As of early 2026, typical buy-to-let mortgage rates sit approximately as follows:
- 2-year fixed rate (75% LTV): 4.2%–5.0%
- 5-year fixed rate (75% LTV): 4.0%–4.8%
- Tracker rates: Base rate + 1.5%–2.5%
Most landlords with longer-term strategies favour 5-year fixed deals for the payment certainty they provide, particularly given the volatility of recent years. Arrangement fees — which can range from £999 to £3,000 or more — should always be factored into the true cost of any deal.
Tip: Use a whole-of-market mortgage broker rather than going directly to a single lender. A broker can compare hundreds of products and often access exclusive rates not available on the high street.
Tax Rules Every Landlord Must Understand
This is arguably the most significant area of change for UK landlords over the past decade, and it continues to evolve.
Mortgage Interest Relief
The old system, which allowed landlords to deduct mortgage interest from rental income before calculating tax, was phased out completely by 2020. In its place is a 20% tax credit on mortgage interest payments — meaning higher and additional rate taxpayers are considerably worse off than they were before.
Example: If your annual mortgage interest is £8,000, you receive a tax credit of £1,600 (20%), regardless of whether you pay 40% or 45% income tax.
Stamp Duty Land Tax (SDLT)
When purchasing a buy-to-let property in England or Northern Ireland, you pay a 3% surcharge on top of standard residential Stamp Duty rates. In Scotland, the equivalent is the Additional Dwelling Supplement (ADS) under Land and Buildings Transaction Tax (LBTT), and in Wales it is the Higher Rates for Additional Dwellings (HRAD) under Land Transaction Tax (LTT).
Capital Gains Tax (CGT)
When you eventually sell a rental property, any profit is subject to Capital Gains Tax. From April 2024, the CGT rate on residential property was set at 18% for basic rate taxpayers and 24% for higher rate taxpayers, following reductions from the prior 28% rate. Your annual CGT allowance — reduced to just £3,000 in 2024/25 — applies before tax is calculated.
Incorporation: Is a Limited Company Worth It?
Many landlords, particularly those building portfolios, now purchase property through a limited company (often a Special Purpose Vehicle, or SPV). This allows full mortgage interest deductibility as a business expense and profits taxed at the corporation tax rate rather than income tax rates.
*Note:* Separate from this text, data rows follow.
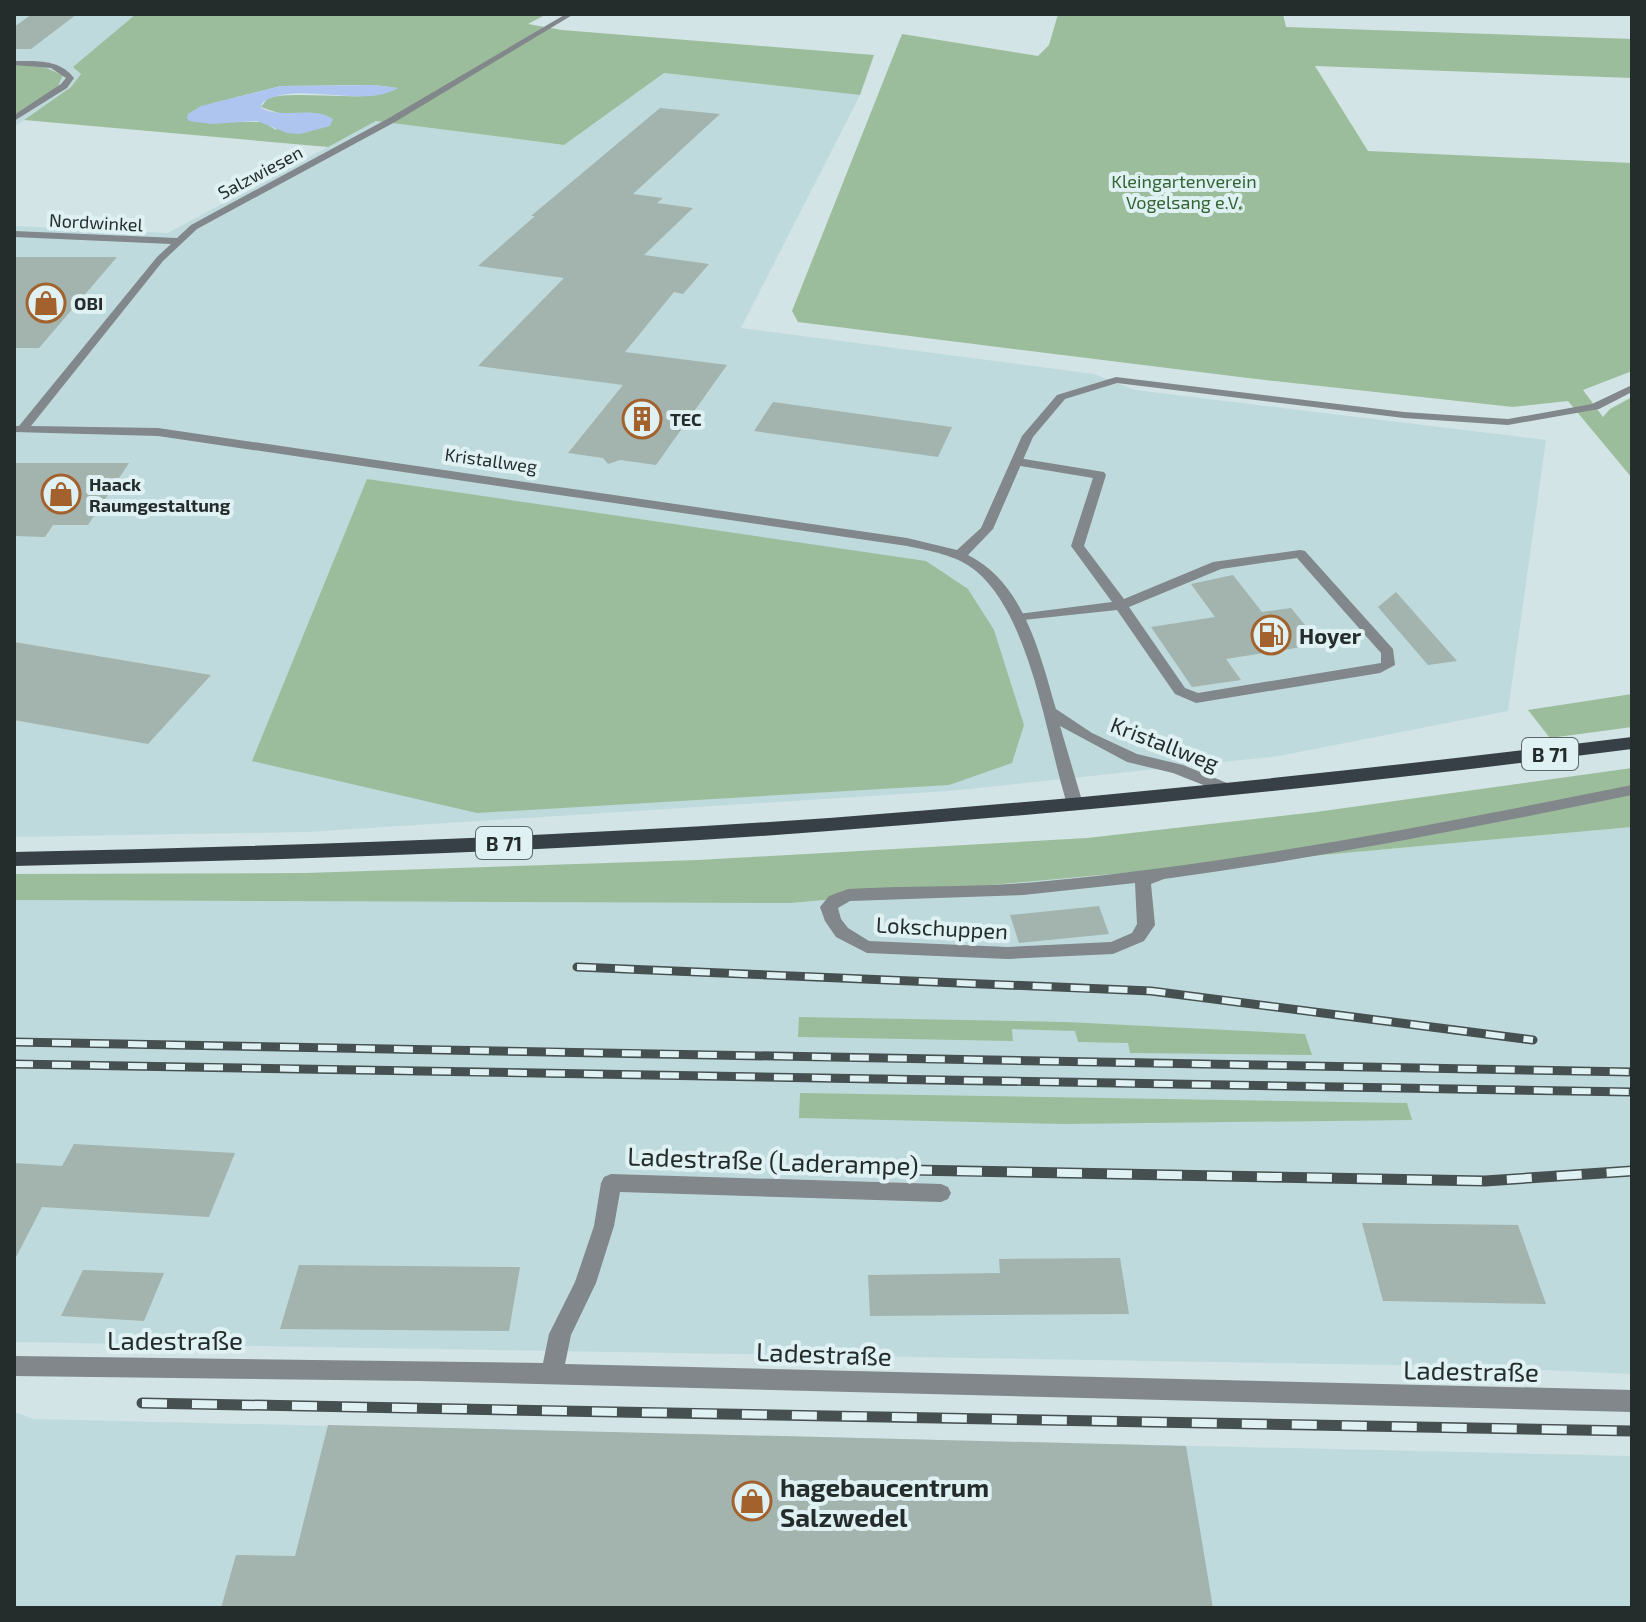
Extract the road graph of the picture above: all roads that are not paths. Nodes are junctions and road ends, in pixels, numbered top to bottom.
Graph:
1 (571, 14) edge
2 (14, 63) edge
3 (14, 119) edge
4 (14, 234) edge
5 (177, 241) junction
6 (1632, 388) edge
7 (18, 429) edge
8 (1018, 462) junction
9 (958, 556) junction
10 (1121, 605) junction
11 (1018, 618) junction
12 (1048, 711) junction
13 (1632, 743) edge
14 (1226, 789) junction
15 (1632, 790) edge
16 (1075, 804) junction
17 (14, 859) edge
18 (1160, 874) junction
19 (941, 1193) dead end
20 (14, 1366) edge
21 (552, 1373) junction
22 (1632, 1401) edge

1 - 5 street, Salzwiesen
2 - 3 street
4 - 5 street, Nordwinkel
5 - 7 street, Salzwiesen
6 - 8 street
7 - 9 street, Kristallweg
8 - 9 street
8 - 10 street
9 - 11 street, Kristallweg
10 - 10 street
10 - 11 street
11 - 12 street, Kristallweg
12 - 14 street, Kristallweg
12 - 16 street, Kristallweg
13 - 14 main road, B 71
14 - 16 main road, B 71
15 - 18 street, Lokschuppen
16 - 17 main road, B 71
18 - 18 street, Lokschuppen
19 - 21 street, Ladestraße (Laderampe)
20 - 21 street, Ladestraße
21 - 22 street, Ladestraße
However, incorporation brings complexity: mortgage rates for limited company buy-to-let are typically higher than personal lending, and you will need an accountant and possibly a solicitor to set up and maintain the structure correctly.
Common Pitfalls to Avoid
- Underestimating void periods. Budget for one to two months per year when the property may be unoccupied and generating no rent.
- Ignoring maintenance costs. Boilers, roofs, and appliances are your responsibility as landlord — set aside 10% of rental income annually for repairs.
- Choosing interest-only without a repayment plan. Most buy-to-let mortgages are interest-only, meaning the capital debt never reduces unless you have a clear exit strategy.
- Overlooking licensing requirements. Houses in Multiple Occupation (HMOs) require a licence from the local council. Failing to obtain one can result in significant fines.
- Forgetting about Section 24 in cash flow projections. Many landlords discovered too late that their properties were cash-flow negative once the mortgage interest relief changes took effect.
Where to Get Help
- MoneyHelper (moneyhelper.org.uk) — free, impartial guidance on mortgages and landlord finances
- The National Residential Landlords Association (NRLA) — advice, training, and template documents for landlords
- HMRC — for up-to-date guidance on rental income tax obligations
- An FCA-regulated mortgage broker — essential for navigating the complexity of buy-to-let lending in 2026
This article is for informational purposes only and does not constitute regulated financial advice. Buy-to-let mortgage products and tax rules are subject to change. Always consult a qualified mortgage adviser and a tax professional before making investment decisions.